** Exercise inputs **
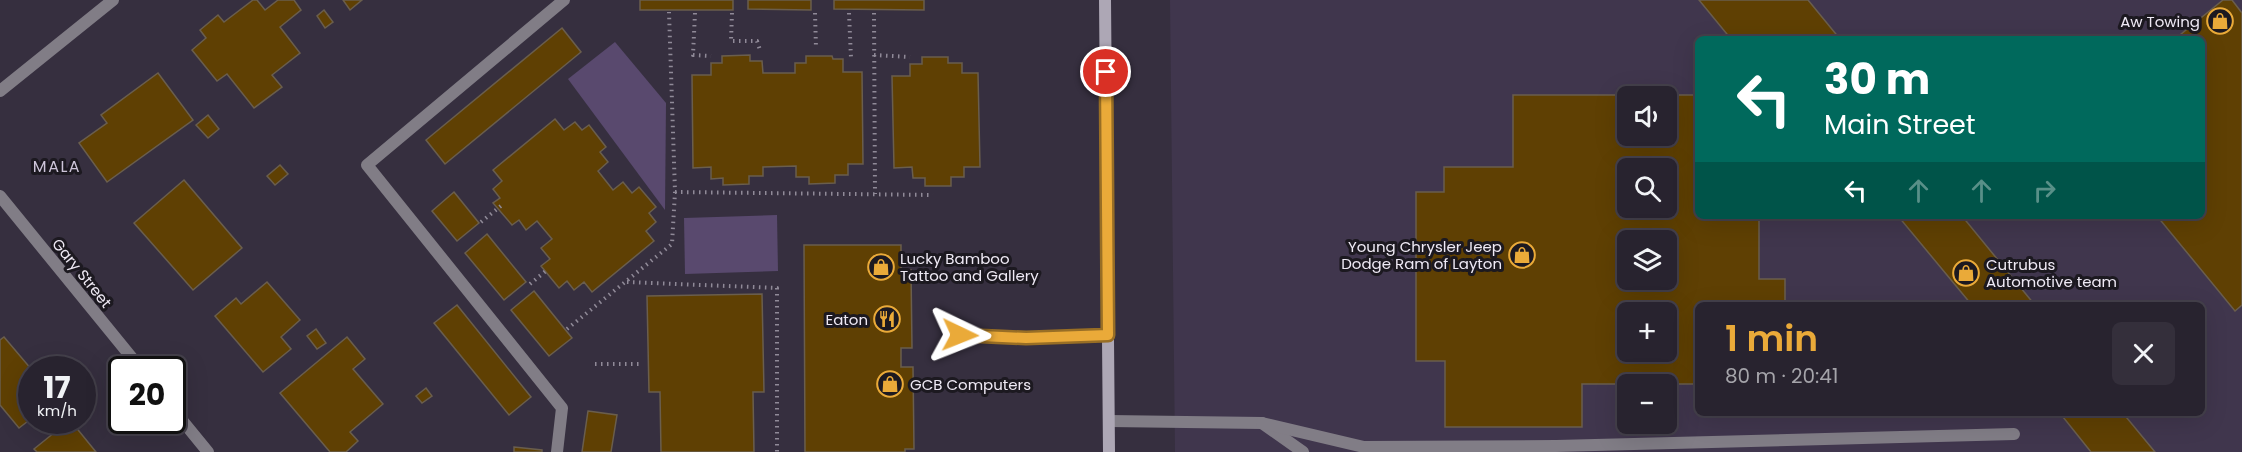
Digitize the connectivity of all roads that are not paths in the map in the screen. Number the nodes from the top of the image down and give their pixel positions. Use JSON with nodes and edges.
{"nodes":[{"id":1,"x":113,"y":0,"type":"edge"},
{"id":2,"x":564,"y":0,"type":"edge"},
{"id":3,"x":1106,"y":0,"type":"edge"},
{"id":4,"x":0,"y":91,"type":"edge"},
{"id":5,"x":0,"y":196,"type":"edge"},
{"id":6,"x":960,"y":335,"type":"dead end"},
{"id":7,"x":1108,"y":335,"type":"junction"},
{"id":8,"x":130,"y":356,"type":"edge"},
{"id":9,"x":1109,"y":421,"type":"junction"},
{"id":10,"x":1262,"y":423,"type":"junction"},
{"id":11,"x":186,"y":425,"type":"edge"},
{"id":12,"x":2014,"y":434,"type":"dead end"},
{"id":13,"x":208,"y":452,"type":"edge"},
{"id":14,"x":557,"y":452,"type":"edge"},
{"id":15,"x":1109,"y":452,"type":"edge"},
{"id":16,"x":1303,"y":452,"type":"edge"}],
"edges":[{"from":1,"to":4,"type":"street"},
{"from":2,"to":14,"type":"street"},
{"from":3,"to":7,"type":"main road"},
{"from":5,"to":8,"type":"street","name":"Gary Street"},
{"from":6,"to":7,"type":"street"},
{"from":7,"to":9,"type":"main road"},
{"from":9,"to":10,"type":"street"},
{"from":9,"to":15,"type":"main road"},
{"from":10,"to":12,"type":"street"},
{"from":10,"to":16,"type":"street"},
{"from":11,"to":13,"type":"street"}]}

** Description of the task **
Look through the entries above. Extract each line with the word "main".

** Written response **
{"from":3,"to":7,"type":"main road"},
{"from":7,"to":9,"type":"main road"},
{"from":9,"to":15,"type":"main road"},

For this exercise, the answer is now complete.